** TASK STATEMENT **
Give all the data again exactly.

START PROVIDED RECORDS

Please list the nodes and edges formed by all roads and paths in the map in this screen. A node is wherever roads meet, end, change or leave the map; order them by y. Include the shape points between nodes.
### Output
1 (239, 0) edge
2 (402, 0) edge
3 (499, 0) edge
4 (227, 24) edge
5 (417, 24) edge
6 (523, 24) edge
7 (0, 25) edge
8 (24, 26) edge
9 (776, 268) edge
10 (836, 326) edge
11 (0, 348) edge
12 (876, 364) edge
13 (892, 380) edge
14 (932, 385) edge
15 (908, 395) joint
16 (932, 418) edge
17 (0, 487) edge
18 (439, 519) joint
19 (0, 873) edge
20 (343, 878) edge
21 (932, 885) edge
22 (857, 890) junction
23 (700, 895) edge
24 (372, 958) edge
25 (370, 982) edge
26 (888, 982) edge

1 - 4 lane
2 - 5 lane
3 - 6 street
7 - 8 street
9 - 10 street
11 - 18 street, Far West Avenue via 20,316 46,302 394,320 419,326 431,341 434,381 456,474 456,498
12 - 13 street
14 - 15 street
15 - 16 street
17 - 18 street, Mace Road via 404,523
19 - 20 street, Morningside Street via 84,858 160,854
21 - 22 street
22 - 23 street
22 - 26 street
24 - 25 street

END PROVIDED RECORDS

** EXERCISE OUTPUT **
Please list the nodes and edges formed by all roads and paths in the map in this screen. A node is wherever roads meet, end, change or leave the map; order them by y. Include the shape points between nodes.
### Output
1 (239, 0) edge
2 (402, 0) edge
3 (499, 0) edge
4 (227, 24) edge
5 (417, 24) edge
6 (523, 24) edge
7 (0, 25) edge
8 (24, 26) edge
9 (776, 268) edge
10 (836, 326) edge
11 (0, 348) edge
12 (876, 364) edge
13 (892, 380) edge
14 (932, 385) edge
15 (908, 395) joint
16 (932, 418) edge
17 (0, 487) edge
18 (439, 519) joint
19 (0, 873) edge
20 (343, 878) edge
21 (932, 885) edge
22 (857, 890) junction
23 (700, 895) edge
24 (372, 958) edge
25 (370, 982) edge
26 (888, 982) edge

1 - 4 lane
2 - 5 lane
3 - 6 street
7 - 8 street
9 - 10 street
11 - 18 street, Far West Avenue via 20,316 46,302 394,320 419,326 431,341 434,381 456,474 456,498
12 - 13 street
14 - 15 street
15 - 16 street
17 - 18 street, Mace Road via 404,523
19 - 20 street, Morningside Street via 84,858 160,854
21 - 22 street
22 - 23 street
22 - 26 street
24 - 25 street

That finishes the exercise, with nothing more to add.